Oggi stiamo vivendo la transizione da un'economia da "mondo vuoto" ad
un'economia da "mondo pieno": in
questa seconda fase l'unica strada di sostenibilità passa dall'investire
nella risorsa più scarsa, nel fattore
limitante. Sviluppo sostenibile significa quindi investire nel capitale
naturale e nella ricerca scientifica sui cicli
biogeochimici globali che sono la base stessa della sostenibilità della
biosfera.
Infatti secondo Daly se accettiamo il fatto che il capitale naturale e
quello prodotto dall'uomo sono
complementari e non possono sostituirsi l'uno all'altro, cosa ne consegue?
Ne consegue che se i fattori sono
complementari allora quello in minore quantità sarà un fattore limitante. Se
i due fattori sono intercambiabili
allora nessuno dei due può essere un fattore limitante perché la
produttività dell'uno non dipende dalla
disponibilità dell'altro. L'idea che o il capitale naturale o quello
prodotto possano essere dei fattori limitanti non
può scaturire se si continua a pensare che i due si possano sostituire a
vicenda. Una volta che ci siamo resi
conto che sono complementari dobbiamo domandarci quale dei due sia il
fattore limitante, cioè quale sia disponibile in minor misura.
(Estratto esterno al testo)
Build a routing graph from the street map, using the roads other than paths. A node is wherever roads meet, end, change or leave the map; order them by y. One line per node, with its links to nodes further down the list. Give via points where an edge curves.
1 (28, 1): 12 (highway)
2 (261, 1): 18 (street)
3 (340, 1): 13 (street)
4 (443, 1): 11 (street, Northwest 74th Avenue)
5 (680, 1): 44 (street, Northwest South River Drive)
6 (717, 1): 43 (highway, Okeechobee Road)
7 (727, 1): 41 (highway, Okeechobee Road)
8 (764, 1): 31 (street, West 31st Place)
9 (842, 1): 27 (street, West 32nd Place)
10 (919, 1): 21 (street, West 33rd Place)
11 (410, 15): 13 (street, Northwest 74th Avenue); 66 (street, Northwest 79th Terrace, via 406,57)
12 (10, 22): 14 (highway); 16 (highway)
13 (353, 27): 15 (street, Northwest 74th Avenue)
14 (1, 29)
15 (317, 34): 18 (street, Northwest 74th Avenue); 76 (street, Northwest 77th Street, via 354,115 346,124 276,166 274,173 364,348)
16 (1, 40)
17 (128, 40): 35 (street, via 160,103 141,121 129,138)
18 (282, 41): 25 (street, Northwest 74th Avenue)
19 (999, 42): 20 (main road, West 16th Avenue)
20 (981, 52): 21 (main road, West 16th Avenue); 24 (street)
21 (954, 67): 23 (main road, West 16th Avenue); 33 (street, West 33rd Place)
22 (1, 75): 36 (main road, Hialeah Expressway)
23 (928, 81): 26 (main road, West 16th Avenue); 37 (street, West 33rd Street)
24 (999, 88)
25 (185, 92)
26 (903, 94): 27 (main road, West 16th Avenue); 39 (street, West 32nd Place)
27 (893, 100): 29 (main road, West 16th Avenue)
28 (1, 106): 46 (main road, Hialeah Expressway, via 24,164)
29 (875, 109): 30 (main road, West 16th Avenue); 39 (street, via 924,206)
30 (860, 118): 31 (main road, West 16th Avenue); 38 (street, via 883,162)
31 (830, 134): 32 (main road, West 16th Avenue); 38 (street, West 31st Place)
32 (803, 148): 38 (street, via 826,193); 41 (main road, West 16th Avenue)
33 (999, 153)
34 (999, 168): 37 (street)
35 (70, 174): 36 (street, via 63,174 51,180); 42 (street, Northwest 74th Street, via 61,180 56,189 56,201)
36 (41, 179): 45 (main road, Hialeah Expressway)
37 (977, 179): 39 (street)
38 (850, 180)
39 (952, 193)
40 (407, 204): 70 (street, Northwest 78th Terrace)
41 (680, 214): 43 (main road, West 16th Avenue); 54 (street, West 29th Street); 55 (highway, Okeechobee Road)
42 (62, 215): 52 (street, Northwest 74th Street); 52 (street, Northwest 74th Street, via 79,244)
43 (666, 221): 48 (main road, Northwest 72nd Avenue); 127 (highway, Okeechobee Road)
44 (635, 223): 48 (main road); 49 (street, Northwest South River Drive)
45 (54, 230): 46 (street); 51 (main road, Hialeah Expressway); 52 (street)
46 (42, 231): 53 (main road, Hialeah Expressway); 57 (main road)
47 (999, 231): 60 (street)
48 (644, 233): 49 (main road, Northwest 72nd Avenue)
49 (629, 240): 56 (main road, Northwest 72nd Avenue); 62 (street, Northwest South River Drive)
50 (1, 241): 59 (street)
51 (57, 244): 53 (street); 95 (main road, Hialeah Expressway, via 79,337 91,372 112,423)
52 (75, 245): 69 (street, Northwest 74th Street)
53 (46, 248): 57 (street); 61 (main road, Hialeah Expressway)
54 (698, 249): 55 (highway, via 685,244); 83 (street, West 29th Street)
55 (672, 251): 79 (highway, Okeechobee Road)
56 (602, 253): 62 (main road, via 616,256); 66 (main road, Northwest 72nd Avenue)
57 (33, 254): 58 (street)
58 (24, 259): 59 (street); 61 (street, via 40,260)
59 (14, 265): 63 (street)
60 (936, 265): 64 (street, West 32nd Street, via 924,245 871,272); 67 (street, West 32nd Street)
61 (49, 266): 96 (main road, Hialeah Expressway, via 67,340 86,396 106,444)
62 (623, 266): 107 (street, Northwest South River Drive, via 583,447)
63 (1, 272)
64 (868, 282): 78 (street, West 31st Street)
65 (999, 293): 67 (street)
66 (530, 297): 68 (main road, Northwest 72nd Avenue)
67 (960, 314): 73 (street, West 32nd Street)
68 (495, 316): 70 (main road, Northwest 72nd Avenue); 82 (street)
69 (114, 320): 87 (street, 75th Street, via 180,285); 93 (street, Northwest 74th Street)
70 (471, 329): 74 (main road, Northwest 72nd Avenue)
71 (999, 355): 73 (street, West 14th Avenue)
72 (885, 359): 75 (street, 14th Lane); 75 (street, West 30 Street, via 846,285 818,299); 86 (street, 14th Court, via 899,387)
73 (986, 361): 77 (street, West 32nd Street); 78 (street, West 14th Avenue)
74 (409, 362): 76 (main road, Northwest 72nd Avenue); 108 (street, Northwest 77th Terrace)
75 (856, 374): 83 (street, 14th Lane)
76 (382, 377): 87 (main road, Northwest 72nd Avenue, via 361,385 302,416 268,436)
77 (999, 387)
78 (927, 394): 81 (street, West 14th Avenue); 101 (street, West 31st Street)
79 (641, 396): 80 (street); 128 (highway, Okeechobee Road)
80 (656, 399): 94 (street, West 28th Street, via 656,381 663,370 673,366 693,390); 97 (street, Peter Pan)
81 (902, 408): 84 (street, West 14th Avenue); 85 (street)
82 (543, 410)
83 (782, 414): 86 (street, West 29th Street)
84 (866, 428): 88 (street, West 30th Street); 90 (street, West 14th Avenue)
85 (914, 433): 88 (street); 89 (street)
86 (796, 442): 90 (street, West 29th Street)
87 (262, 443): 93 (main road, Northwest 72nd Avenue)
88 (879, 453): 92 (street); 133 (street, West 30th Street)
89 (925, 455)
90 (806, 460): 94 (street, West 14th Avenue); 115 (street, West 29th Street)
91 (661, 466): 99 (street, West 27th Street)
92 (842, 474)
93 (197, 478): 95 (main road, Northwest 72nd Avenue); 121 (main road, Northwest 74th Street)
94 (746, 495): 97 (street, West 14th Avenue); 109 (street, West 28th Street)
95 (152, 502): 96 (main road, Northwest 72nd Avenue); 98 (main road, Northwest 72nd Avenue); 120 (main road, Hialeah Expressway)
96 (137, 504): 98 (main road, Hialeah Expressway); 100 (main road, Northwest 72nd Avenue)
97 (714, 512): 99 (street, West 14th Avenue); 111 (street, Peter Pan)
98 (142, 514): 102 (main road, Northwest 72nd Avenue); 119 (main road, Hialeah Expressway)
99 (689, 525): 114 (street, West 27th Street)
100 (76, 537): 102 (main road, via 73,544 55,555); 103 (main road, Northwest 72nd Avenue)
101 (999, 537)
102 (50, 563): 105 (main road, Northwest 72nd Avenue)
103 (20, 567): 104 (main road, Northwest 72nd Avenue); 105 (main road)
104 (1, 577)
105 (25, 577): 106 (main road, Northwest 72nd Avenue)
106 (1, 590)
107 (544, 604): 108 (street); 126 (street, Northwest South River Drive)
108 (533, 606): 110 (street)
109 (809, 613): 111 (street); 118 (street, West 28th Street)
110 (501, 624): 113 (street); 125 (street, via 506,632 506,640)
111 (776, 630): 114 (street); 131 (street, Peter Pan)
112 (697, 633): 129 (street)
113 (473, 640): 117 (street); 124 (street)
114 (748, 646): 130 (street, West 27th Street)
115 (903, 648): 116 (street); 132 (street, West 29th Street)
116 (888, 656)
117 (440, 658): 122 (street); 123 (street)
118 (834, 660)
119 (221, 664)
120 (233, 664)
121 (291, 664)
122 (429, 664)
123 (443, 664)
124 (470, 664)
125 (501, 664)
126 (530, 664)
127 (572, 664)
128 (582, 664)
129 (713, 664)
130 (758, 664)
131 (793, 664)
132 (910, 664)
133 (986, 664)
Il precedente ragionamento implica la tesi che:
"il Mondo sta passando da un'era in cui il fattore limitante era il capitale
prodotto dall'uomo ad un'era in cui il
fattore limitante è quel che rimane del capitale naturale. "Oggi -scrive
Daly- la quantità di petrolio greggio
estratta è limitata dalla disponibilità di petrolio nei pozzi (o anche dalla
capacità dell'atmosfera di assorbire
CO2), non dalla capacità di estrazione; la produzione agricola è spesso
limitata dalla disponibilità d'acqua, non
dai trattori o dalle mietitrici. Siamo passati da un mondo relativamente
ricco di capitale naturale e privo di
capitale prodotto (e di uomini), ad un mondo che è, al contrario, povero di
capitale naturale e ricco di capitale prodotto.
In un processo produttivo, un flusso di materia e di energia di origine
naturale è trasformato in un flusso di
prodotti finali da parte di un certo numero di agenti di trasformazioni,
ossia lavoro e capitale. Capitale e lavoro
sono sostituibili l'uno all'altro fino a un certo grado, perché in un
processo di produzione la loro funzione
qualitativa è la stessa: sono infatti entrambi agenti di trasformazione del
flusso di materia prima di prodotti
finiti. Ma i ruoli qualitativi di risorse e capitale sono totalmente
differenti: la stessa differenza che c'è tra
trasformatore e trasformato, tra stock e flusso.".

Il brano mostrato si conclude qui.